(Dataset entries)
= = = = = = =
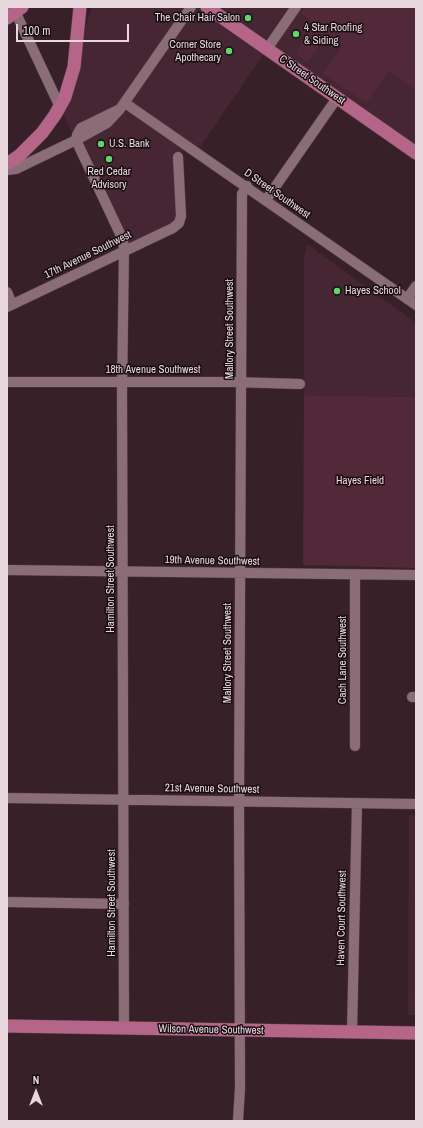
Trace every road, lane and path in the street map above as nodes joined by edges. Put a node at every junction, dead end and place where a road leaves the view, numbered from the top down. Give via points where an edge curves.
1 (80, 7) edge
2 (191, 7) edge
3 (207, 7) edge
4 (296, 7) edge
5 (14, 11) edge
6 (267, 49) junction
7 (337, 98) junction
8 (60, 106) junction
9 (122, 106) junction
10 (76, 140) junction
11 (416, 153) edge
12 (178, 157) dead end
13 (7, 164) edge
14 (7, 170) edge
15 (247, 186) junction
16 (266, 200) junction
17 (124, 250) junction
18 (416, 286) edge
19 (7, 292) edge
20 (407, 299) junction
21 (10, 305) edge
22 (416, 305) edge
23 (7, 382) edge
24 (122, 382) junction
25 (242, 382) junction
26 (300, 384) dead end
27 (7, 570) edge
28 (123, 572) junction
29 (241, 573) junction
30 (355, 575) junction
31 (416, 575) edge
32 (356, 746) dead end
33 (7, 798) edge
34 (124, 800) junction
35 (239, 802) junction
36 (357, 803) junction
37 (416, 804) edge
38 (7, 902) edge
39 (124, 904) junction
40 (7, 1026) edge
41 (124, 1028) junction
42 (240, 1030) junction
43 (352, 1032) junction
44 (416, 1033) edge
45 (238, 1121) edge

1 - 8 main road via 74,67 68,90
2 - 9 street
3 - 6 main road, C Street Southwest
4 - 6 street
5 - 8 street
6 - 7 main road, C Street Southwest
7 - 11 main road, C Street Southwest
7 - 16 street
8 - 13 main road via 38,138
9 - 10 street via 107,123
9 - 15 street, D Street Southwest
10 - 14 street
10 - 17 street, Hamilton Street Southwest via 123,240
12 - 17 street, 17th Avenue Southwest via 181,216 179,223
15 - 16 street, D Street Southwest
15 - 25 street, Mallory Street Southwest via 242,194
16 - 20 street, D Street Southwest
17 - 21 street, 17th Avenue Southwest
17 - 24 street, Hamilton Street Southwest
18 - 20 street
19 - 21 street
20 - 22 street, D Street Southwest
23 - 24 street, 18th Avenue Southwest
24 - 25 street, 18th Avenue Southwest
24 - 28 street, Hamilton Street Southwest
25 - 26 street, 18th Avenue Southwest
25 - 29 street, Mallory Street Southwest
27 - 28 street, 19th Avenue Southwest
28 - 29 street, 19th Avenue Southwest
28 - 34 street, Hamilton Street Southwest
29 - 30 street, 19th Avenue Southwest
29 - 35 street, Mallory Street Southwest
30 - 31 street, 19th Avenue Southwest
30 - 32 street, Cach Lane Southwest
33 - 34 street, 21st Avenue Southwest
34 - 35 street, 21st Avenue Southwest
34 - 39 street, Hamilton Street Southwest
35 - 36 street, 21st Avenue Southwest
35 - 42 street, Mallory Street Southwest
36 - 37 street, 21st Avenue Southwest
36 - 43 street, Haven Court Southwest
38 - 39 street
39 - 41 street, Hamilton Street Southwest
40 - 41 main road, Wilson Avenue Southwest
41 - 42 main road, Wilson Avenue Southwest
42 - 43 main road, Wilson Avenue Southwest
42 - 45 street, Mallory Street Southwest
43 - 44 main road, Wilson Avenue Southwest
= = = = = = =
**Problem details:**
Return, from the data, each line that has the word "main" in it.

**Solution:**
1 - 8 main road via 74,67 68,90
3 - 6 main road, C Street Southwest
6 - 7 main road, C Street Southwest
7 - 11 main road, C Street Southwest
8 - 13 main road via 38,138
40 - 41 main road, Wilson Avenue Southwest
41 - 42 main road, Wilson Avenue Southwest
42 - 43 main road, Wilson Avenue Southwest
43 - 44 main road, Wilson Avenue Southwest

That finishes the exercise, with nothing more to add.